[YOUR OBJECTIVE]
Leave the pictures out and restate every line below exactly.
**** DATA UNDER STUDY ****
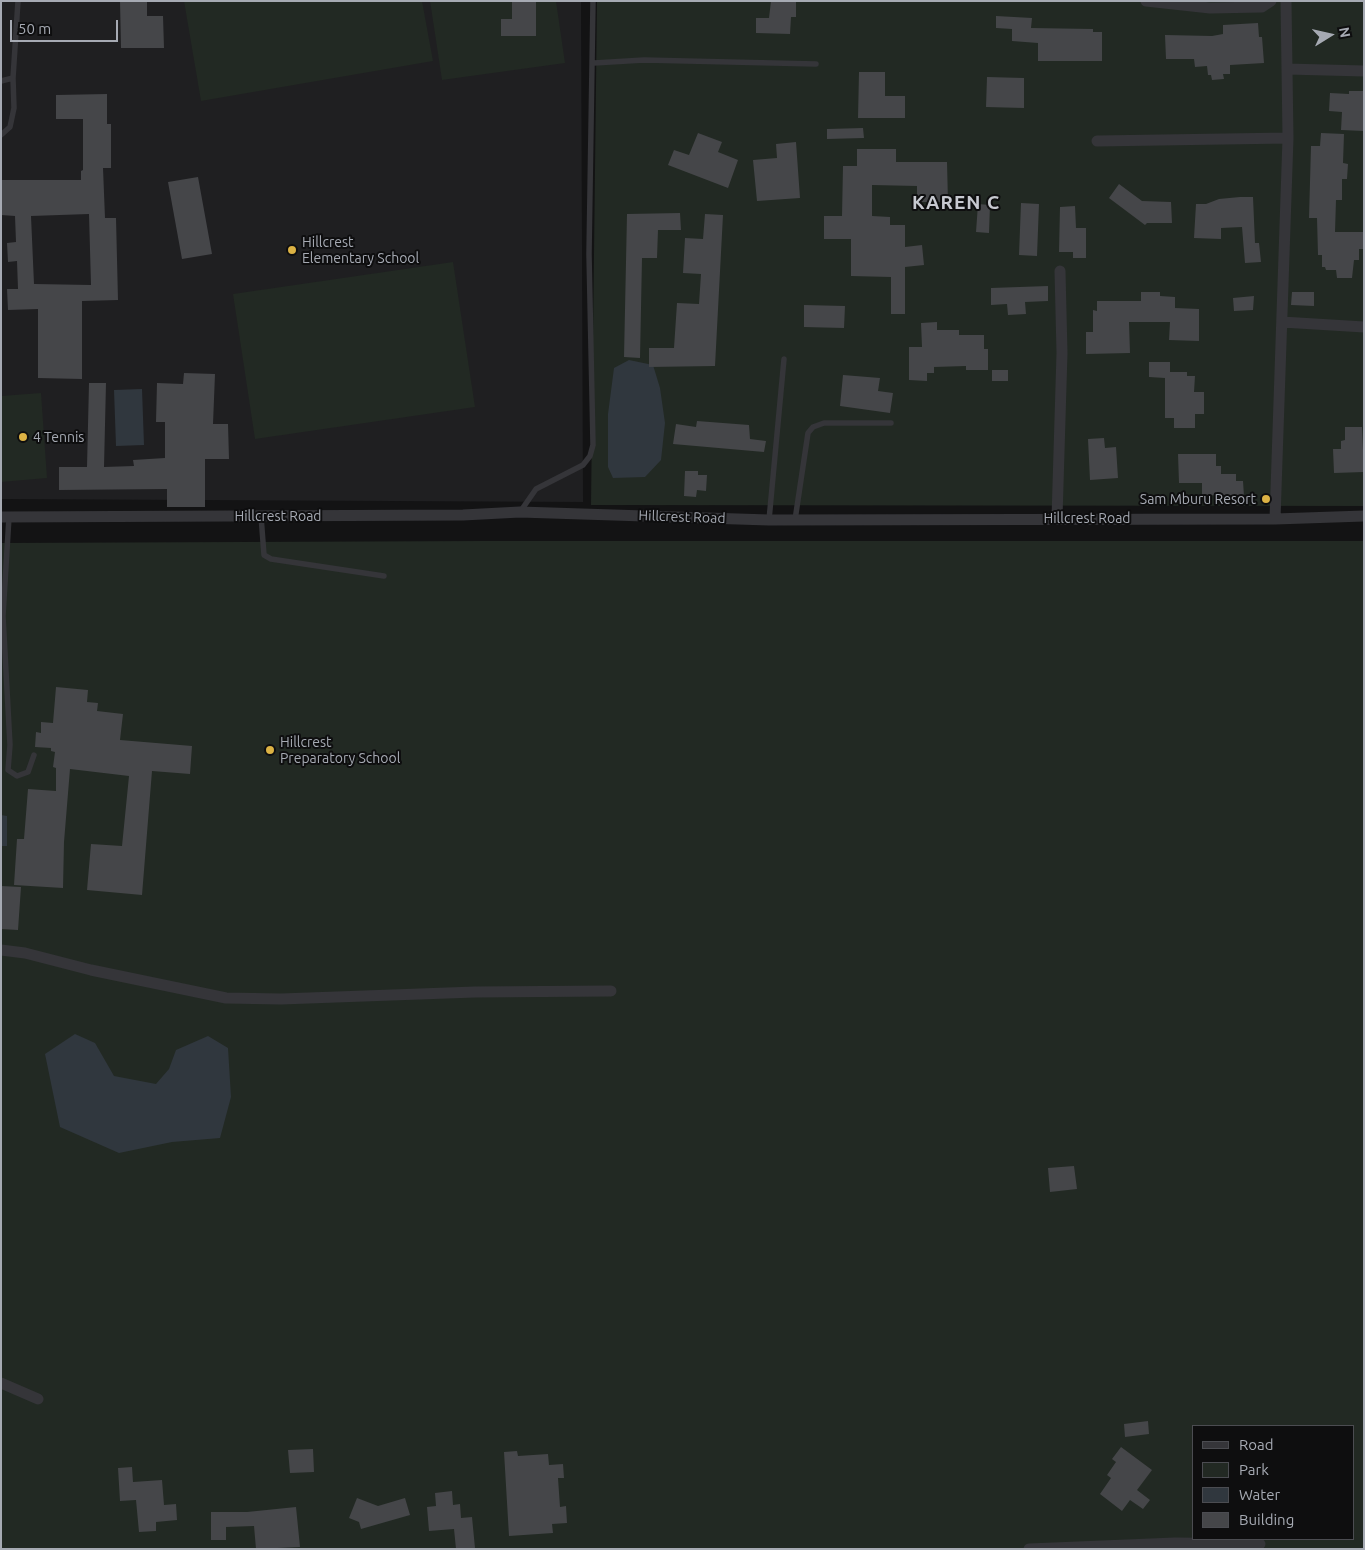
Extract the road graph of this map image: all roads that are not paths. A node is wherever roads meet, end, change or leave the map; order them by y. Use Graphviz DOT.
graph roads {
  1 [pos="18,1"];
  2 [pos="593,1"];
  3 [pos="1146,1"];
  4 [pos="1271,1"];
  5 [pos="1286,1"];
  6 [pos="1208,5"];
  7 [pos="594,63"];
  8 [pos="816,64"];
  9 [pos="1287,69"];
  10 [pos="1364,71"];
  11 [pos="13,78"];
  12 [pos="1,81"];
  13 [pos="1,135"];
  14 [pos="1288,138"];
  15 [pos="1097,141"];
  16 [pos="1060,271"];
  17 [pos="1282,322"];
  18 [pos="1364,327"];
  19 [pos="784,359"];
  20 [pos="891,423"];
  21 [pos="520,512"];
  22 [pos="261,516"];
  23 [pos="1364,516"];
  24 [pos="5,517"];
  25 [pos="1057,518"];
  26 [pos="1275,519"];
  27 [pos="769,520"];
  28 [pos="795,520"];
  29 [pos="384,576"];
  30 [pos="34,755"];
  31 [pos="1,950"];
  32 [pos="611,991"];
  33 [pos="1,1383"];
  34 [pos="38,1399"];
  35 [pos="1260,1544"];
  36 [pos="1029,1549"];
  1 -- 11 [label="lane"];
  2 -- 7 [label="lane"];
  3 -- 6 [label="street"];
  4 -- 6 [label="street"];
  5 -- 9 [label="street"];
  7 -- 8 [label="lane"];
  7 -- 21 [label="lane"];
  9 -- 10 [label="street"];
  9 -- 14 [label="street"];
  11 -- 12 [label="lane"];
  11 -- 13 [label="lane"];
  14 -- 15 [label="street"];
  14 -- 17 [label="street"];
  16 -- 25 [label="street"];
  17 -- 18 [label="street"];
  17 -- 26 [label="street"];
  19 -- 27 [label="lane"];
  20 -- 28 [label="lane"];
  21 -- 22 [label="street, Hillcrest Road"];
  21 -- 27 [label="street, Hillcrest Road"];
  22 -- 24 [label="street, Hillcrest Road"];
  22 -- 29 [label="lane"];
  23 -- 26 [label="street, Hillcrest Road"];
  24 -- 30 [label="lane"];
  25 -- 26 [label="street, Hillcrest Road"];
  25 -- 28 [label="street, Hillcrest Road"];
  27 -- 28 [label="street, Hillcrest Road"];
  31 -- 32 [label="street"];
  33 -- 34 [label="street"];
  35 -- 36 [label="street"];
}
****
[ANSWER TO THIS EXERCISE]
Extract the road graph of this map image: all roads that are not paths. A node is wherever roads meet, end, change or leave the map; order them by y. Use Graphviz DOT.
graph roads {
  1 [pos="18,1"];
  2 [pos="593,1"];
  3 [pos="1146,1"];
  4 [pos="1271,1"];
  5 [pos="1286,1"];
  6 [pos="1208,5"];
  7 [pos="594,63"];
  8 [pos="816,64"];
  9 [pos="1287,69"];
  10 [pos="1364,71"];
  11 [pos="13,78"];
  12 [pos="1,81"];
  13 [pos="1,135"];
  14 [pos="1288,138"];
  15 [pos="1097,141"];
  16 [pos="1060,271"];
  17 [pos="1282,322"];
  18 [pos="1364,327"];
  19 [pos="784,359"];
  20 [pos="891,423"];
  21 [pos="520,512"];
  22 [pos="261,516"];
  23 [pos="1364,516"];
  24 [pos="5,517"];
  25 [pos="1057,518"];
  26 [pos="1275,519"];
  27 [pos="769,520"];
  28 [pos="795,520"];
  29 [pos="384,576"];
  30 [pos="34,755"];
  31 [pos="1,950"];
  32 [pos="611,991"];
  33 [pos="1,1383"];
  34 [pos="38,1399"];
  35 [pos="1260,1544"];
  36 [pos="1029,1549"];
  1 -- 11 [label="lane"];
  2 -- 7 [label="lane"];
  3 -- 6 [label="street"];
  4 -- 6 [label="street"];
  5 -- 9 [label="street"];
  7 -- 8 [label="lane"];
  7 -- 21 [label="lane"];
  9 -- 10 [label="street"];
  9 -- 14 [label="street"];
  11 -- 12 [label="lane"];
  11 -- 13 [label="lane"];
  14 -- 15 [label="street"];
  14 -- 17 [label="street"];
  16 -- 25 [label="street"];
  17 -- 18 [label="street"];
  17 -- 26 [label="street"];
  19 -- 27 [label="lane"];
  20 -- 28 [label="lane"];
  21 -- 22 [label="street, Hillcrest Road"];
  21 -- 27 [label="street, Hillcrest Road"];
  22 -- 24 [label="street, Hillcrest Road"];
  22 -- 29 [label="lane"];
  23 -- 26 [label="street, Hillcrest Road"];
  24 -- 30 [label="lane"];
  25 -- 26 [label="street, Hillcrest Road"];
  25 -- 28 [label="street, Hillcrest Road"];
  27 -- 28 [label="street, Hillcrest Road"];
  31 -- 32 [label="street"];
  33 -- 34 [label="street"];
  35 -- 36 [label="street"];
}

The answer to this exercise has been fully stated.